> Data
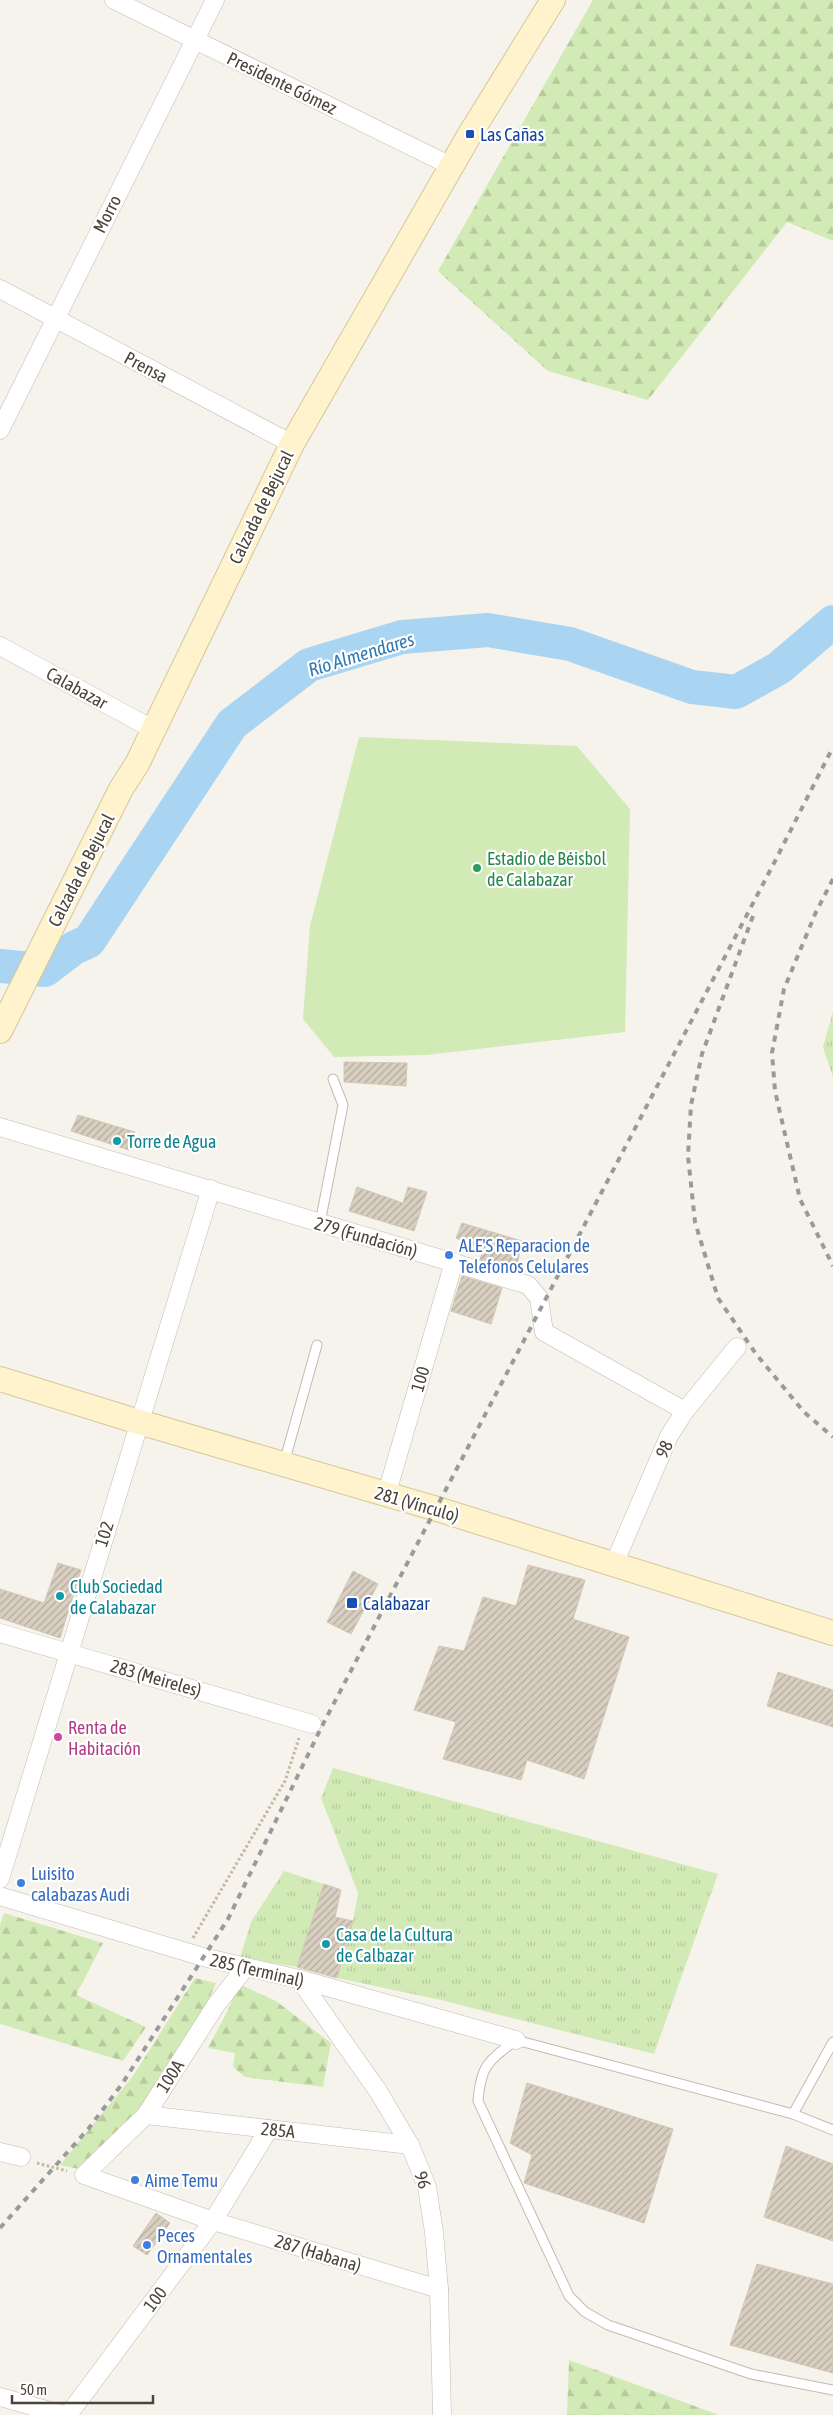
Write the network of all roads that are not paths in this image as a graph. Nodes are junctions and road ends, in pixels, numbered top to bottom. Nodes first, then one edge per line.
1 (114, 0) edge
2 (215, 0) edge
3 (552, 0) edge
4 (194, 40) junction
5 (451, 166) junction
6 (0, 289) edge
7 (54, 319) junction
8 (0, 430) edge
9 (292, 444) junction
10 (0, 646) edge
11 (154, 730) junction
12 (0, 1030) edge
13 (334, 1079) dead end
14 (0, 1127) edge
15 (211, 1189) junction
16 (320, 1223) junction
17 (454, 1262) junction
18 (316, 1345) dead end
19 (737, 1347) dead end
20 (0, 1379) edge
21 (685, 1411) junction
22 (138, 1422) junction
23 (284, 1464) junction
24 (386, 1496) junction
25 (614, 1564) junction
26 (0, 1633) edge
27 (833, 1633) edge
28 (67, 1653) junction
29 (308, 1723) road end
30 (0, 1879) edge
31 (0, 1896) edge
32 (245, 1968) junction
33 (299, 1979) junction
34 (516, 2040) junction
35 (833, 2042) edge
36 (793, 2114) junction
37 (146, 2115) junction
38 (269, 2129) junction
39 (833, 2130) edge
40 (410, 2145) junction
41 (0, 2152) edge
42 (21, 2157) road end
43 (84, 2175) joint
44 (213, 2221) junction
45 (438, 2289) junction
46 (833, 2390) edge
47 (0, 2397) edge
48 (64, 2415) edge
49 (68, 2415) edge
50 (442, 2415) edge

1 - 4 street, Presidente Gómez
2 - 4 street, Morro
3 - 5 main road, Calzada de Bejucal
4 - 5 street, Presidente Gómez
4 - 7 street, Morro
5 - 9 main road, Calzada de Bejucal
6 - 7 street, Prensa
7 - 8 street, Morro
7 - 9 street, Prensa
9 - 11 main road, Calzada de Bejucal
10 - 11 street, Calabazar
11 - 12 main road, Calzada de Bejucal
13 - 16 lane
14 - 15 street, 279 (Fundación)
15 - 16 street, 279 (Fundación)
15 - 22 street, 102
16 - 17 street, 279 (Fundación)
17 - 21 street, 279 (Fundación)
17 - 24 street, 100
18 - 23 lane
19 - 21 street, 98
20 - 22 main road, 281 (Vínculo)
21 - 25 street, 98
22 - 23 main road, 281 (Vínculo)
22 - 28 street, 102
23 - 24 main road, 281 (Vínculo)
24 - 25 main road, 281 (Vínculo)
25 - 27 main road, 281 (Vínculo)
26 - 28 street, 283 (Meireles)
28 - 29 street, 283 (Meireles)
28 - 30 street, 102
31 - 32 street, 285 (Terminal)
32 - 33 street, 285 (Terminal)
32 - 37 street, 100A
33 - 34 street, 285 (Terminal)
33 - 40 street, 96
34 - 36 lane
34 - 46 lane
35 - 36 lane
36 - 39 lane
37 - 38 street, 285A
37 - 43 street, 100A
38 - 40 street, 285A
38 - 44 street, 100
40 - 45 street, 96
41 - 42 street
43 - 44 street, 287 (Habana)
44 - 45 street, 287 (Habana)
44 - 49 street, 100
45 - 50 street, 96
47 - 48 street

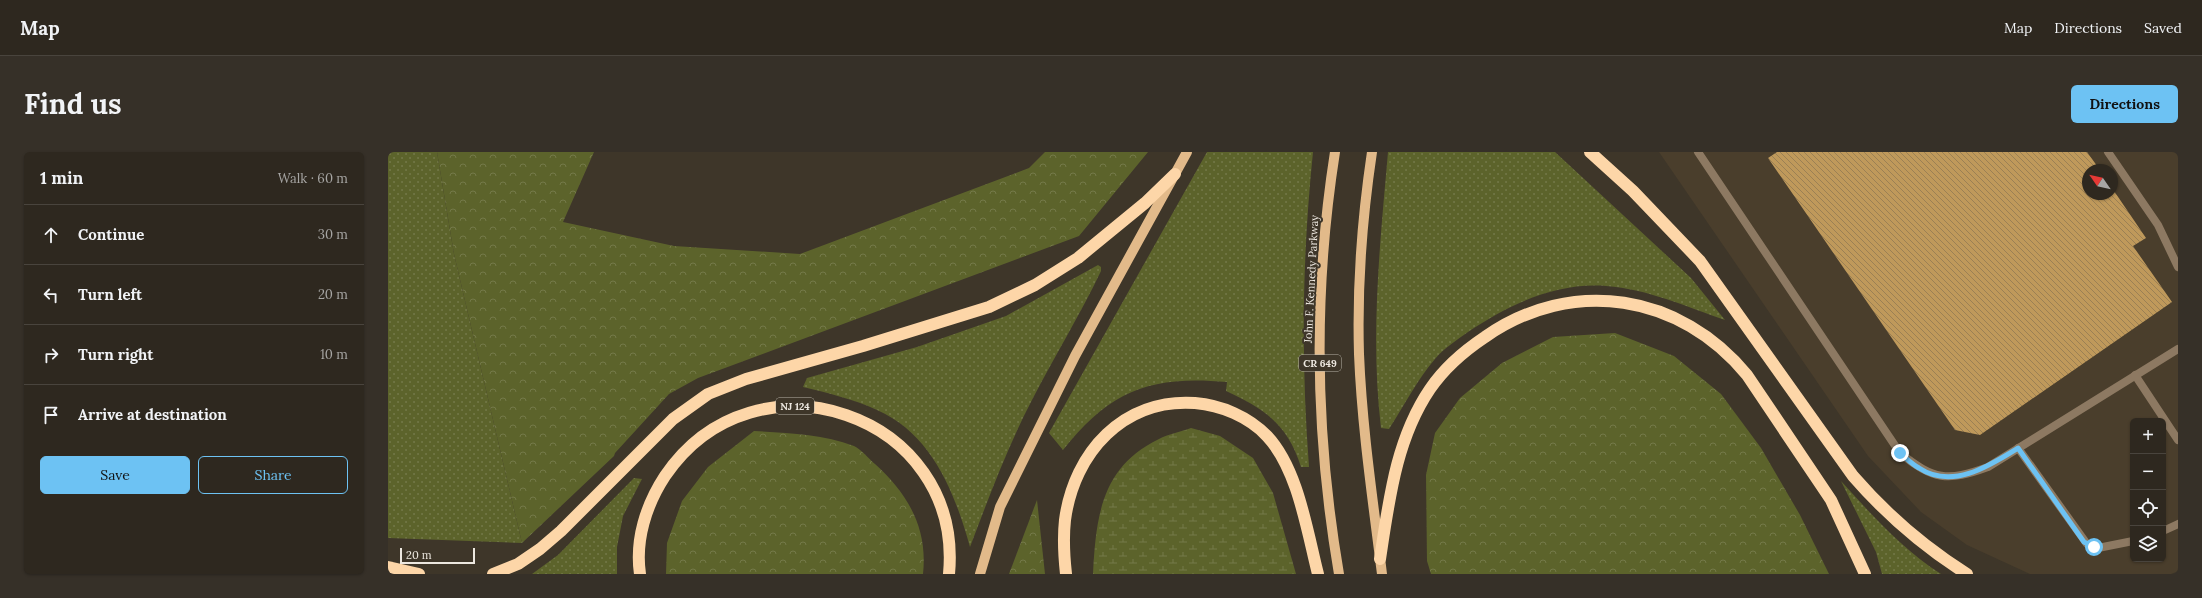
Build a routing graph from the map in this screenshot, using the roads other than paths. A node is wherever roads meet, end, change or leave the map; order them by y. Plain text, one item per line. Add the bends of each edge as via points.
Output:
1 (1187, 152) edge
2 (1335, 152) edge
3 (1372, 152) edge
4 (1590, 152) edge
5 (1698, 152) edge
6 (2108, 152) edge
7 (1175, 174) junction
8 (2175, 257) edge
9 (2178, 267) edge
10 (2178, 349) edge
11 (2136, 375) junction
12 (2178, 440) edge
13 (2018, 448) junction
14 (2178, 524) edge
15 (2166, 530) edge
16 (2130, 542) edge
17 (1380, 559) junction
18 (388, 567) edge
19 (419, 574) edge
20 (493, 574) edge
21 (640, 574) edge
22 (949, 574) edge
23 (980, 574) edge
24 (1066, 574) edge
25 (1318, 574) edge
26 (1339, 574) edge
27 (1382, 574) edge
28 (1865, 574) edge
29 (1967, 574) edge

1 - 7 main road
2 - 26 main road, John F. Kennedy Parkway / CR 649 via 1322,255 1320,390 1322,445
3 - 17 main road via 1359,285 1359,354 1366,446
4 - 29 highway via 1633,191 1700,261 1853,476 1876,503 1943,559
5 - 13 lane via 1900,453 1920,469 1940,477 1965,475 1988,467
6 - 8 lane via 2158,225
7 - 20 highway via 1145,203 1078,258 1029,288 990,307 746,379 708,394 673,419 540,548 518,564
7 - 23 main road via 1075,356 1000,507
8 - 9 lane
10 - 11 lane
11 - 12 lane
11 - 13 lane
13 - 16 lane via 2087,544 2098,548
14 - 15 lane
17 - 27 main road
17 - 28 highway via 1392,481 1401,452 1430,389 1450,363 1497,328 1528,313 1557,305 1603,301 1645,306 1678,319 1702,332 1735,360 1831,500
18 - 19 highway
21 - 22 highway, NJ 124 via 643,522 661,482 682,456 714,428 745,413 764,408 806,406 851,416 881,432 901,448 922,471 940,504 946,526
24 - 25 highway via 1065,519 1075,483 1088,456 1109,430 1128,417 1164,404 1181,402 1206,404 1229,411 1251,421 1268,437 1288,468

> Exercise prompt
What is wanted is the line containing "Build a routing" and every line after it through the last line of the entries, printed exactly.

> Response box
Build a routing graph from the map in this screenshot, using the roads other than paths. A node is wherever roads meet, end, change or leave the map; order them by y. Plain text, one item per line. Add the bends of each edge as via points.
Output:
1 (1187, 152) edge
2 (1335, 152) edge
3 (1372, 152) edge
4 (1590, 152) edge
5 (1698, 152) edge
6 (2108, 152) edge
7 (1175, 174) junction
8 (2175, 257) edge
9 (2178, 267) edge
10 (2178, 349) edge
11 (2136, 375) junction
12 (2178, 440) edge
13 (2018, 448) junction
14 (2178, 524) edge
15 (2166, 530) edge
16 (2130, 542) edge
17 (1380, 559) junction
18 (388, 567) edge
19 (419, 574) edge
20 (493, 574) edge
21 (640, 574) edge
22 (949, 574) edge
23 (980, 574) edge
24 (1066, 574) edge
25 (1318, 574) edge
26 (1339, 574) edge
27 (1382, 574) edge
28 (1865, 574) edge
29 (1967, 574) edge

1 - 7 main road
2 - 26 main road, John F. Kennedy Parkway / CR 649 via 1322,255 1320,390 1322,445
3 - 17 main road via 1359,285 1359,354 1366,446
4 - 29 highway via 1633,191 1700,261 1853,476 1876,503 1943,559
5 - 13 lane via 1900,453 1920,469 1940,477 1965,475 1988,467
6 - 8 lane via 2158,225
7 - 20 highway via 1145,203 1078,258 1029,288 990,307 746,379 708,394 673,419 540,548 518,564
7 - 23 main road via 1075,356 1000,507
8 - 9 lane
10 - 11 lane
11 - 12 lane
11 - 13 lane
13 - 16 lane via 2087,544 2098,548
14 - 15 lane
17 - 27 main road
17 - 28 highway via 1392,481 1401,452 1430,389 1450,363 1497,328 1528,313 1557,305 1603,301 1645,306 1678,319 1702,332 1735,360 1831,500
18 - 19 highway
21 - 22 highway, NJ 124 via 643,522 661,482 682,456 714,428 745,413 764,408 806,406 851,416 881,432 901,448 922,471 940,504 946,526
24 - 25 highway via 1065,519 1075,483 1088,456 1109,430 1128,417 1164,404 1181,402 1206,404 1229,411 1251,421 1268,437 1288,468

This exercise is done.